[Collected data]
-------------------------

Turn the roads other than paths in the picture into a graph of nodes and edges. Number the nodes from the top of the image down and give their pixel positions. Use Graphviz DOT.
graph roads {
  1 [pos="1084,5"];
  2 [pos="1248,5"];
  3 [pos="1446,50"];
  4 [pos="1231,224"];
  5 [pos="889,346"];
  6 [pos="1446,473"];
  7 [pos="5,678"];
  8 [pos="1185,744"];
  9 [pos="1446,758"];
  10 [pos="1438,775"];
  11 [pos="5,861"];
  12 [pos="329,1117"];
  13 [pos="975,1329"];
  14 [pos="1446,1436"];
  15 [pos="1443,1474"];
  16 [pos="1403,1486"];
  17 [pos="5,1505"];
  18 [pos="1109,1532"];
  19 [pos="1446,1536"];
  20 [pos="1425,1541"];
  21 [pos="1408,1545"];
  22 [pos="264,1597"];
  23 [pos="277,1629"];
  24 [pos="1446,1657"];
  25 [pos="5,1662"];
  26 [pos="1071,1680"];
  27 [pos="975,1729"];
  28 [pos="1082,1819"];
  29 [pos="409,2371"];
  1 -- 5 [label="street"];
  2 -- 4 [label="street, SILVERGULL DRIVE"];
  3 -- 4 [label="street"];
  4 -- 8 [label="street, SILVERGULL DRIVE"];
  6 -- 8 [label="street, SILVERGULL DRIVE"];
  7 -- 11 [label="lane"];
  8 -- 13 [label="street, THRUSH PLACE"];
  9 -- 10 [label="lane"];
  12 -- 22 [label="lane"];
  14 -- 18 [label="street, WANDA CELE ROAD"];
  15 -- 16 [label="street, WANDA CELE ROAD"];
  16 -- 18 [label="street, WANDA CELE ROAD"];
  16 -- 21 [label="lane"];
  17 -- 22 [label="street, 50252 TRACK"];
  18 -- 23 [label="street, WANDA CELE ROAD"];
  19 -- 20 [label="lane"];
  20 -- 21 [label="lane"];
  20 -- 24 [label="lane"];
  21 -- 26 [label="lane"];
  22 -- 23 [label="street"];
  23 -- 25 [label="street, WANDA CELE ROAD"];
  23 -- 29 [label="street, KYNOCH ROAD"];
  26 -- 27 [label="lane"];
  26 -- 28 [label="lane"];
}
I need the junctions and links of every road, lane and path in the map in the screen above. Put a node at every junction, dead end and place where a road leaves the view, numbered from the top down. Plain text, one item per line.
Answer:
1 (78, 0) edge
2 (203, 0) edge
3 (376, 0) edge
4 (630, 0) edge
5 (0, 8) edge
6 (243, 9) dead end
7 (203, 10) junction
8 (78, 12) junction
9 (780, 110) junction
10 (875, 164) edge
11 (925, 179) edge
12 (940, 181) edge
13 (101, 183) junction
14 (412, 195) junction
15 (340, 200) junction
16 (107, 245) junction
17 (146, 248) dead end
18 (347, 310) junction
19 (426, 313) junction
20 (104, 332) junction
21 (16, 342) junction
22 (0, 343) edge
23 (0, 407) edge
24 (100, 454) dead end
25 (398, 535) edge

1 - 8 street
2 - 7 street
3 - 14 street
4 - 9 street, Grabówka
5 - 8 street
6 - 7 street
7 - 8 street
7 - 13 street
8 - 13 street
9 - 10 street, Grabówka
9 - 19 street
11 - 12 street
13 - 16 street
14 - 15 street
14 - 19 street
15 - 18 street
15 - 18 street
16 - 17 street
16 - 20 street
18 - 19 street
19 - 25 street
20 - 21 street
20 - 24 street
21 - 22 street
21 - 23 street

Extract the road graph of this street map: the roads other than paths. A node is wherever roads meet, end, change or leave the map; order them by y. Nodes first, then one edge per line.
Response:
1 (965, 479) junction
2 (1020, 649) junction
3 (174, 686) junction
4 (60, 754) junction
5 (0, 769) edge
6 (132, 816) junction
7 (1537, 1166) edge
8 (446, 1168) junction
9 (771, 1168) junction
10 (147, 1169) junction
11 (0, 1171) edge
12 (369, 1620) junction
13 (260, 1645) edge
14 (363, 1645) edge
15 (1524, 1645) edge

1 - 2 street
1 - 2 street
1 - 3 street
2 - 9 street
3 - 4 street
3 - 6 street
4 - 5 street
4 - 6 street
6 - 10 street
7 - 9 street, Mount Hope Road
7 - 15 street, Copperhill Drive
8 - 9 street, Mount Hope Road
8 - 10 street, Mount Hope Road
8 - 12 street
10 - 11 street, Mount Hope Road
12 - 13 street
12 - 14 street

-------------------------

TASK TO COMPLETE ▸
The lines that contain the word "Hope" are wanted; copy each of them from the records.

TASK RESULT ▸
7 - 9 street, Mount Hope Road
8 - 9 street, Mount Hope Road
8 - 10 street, Mount Hope Road
10 - 11 street, Mount Hope Road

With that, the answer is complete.